>>>

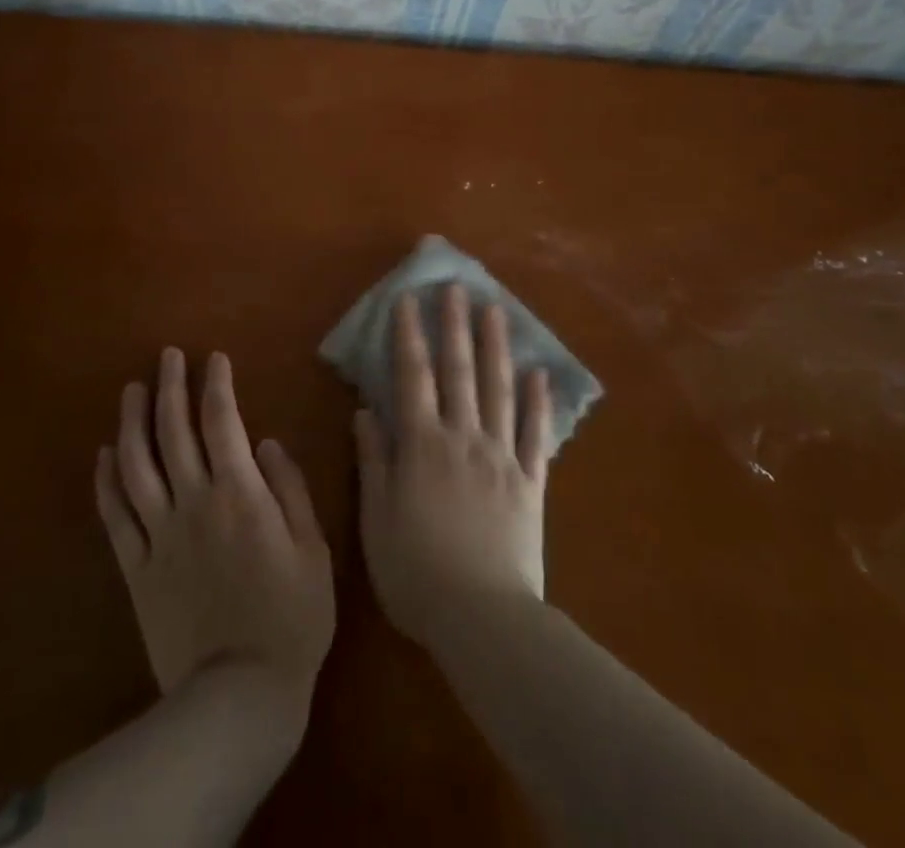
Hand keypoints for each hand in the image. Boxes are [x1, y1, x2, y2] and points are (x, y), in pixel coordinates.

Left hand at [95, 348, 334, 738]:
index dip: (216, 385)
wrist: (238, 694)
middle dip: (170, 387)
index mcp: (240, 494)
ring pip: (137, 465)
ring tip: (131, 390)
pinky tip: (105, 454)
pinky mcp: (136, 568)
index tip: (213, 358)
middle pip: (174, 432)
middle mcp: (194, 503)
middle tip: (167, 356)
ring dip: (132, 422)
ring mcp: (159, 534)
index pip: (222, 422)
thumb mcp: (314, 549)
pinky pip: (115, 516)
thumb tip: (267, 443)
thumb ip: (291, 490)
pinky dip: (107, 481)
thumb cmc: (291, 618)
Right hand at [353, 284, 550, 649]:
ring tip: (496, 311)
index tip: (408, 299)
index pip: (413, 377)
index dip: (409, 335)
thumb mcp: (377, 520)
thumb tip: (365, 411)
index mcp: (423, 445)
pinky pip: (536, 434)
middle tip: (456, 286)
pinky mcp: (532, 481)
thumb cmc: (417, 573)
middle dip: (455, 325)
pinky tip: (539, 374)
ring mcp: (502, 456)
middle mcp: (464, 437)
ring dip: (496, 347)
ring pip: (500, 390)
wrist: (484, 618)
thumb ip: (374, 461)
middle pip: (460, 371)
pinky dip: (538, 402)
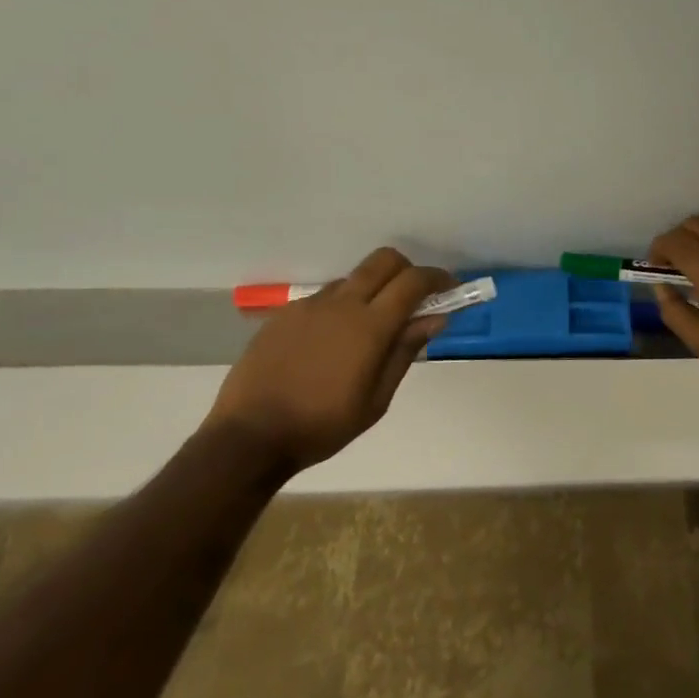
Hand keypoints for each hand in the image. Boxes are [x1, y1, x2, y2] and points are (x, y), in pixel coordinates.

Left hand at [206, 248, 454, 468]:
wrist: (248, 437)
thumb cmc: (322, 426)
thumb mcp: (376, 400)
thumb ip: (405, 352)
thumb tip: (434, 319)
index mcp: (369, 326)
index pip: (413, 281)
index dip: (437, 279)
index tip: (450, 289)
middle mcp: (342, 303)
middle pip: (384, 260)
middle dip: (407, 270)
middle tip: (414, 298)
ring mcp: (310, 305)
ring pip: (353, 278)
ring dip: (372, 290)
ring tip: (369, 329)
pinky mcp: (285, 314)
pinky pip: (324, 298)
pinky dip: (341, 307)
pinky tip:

<<<

What needs to be done: Write out every line from the data above that includes "hand".

Solution to this task:
Hand keypoints for each hand in the image. Boxes are [x1, y1, x2, y2] and points are (x, y), in pixel coordinates.
Left hand at [95, 348, 334, 738]:
Right hand at [353, 284, 550, 649]:
Hand keypoints for each hand in the image. Boxes are [x1, y1, x2, y2] and points are (x, y), in pixel coordinates.
Left hand at [206, 248, 454, 468]:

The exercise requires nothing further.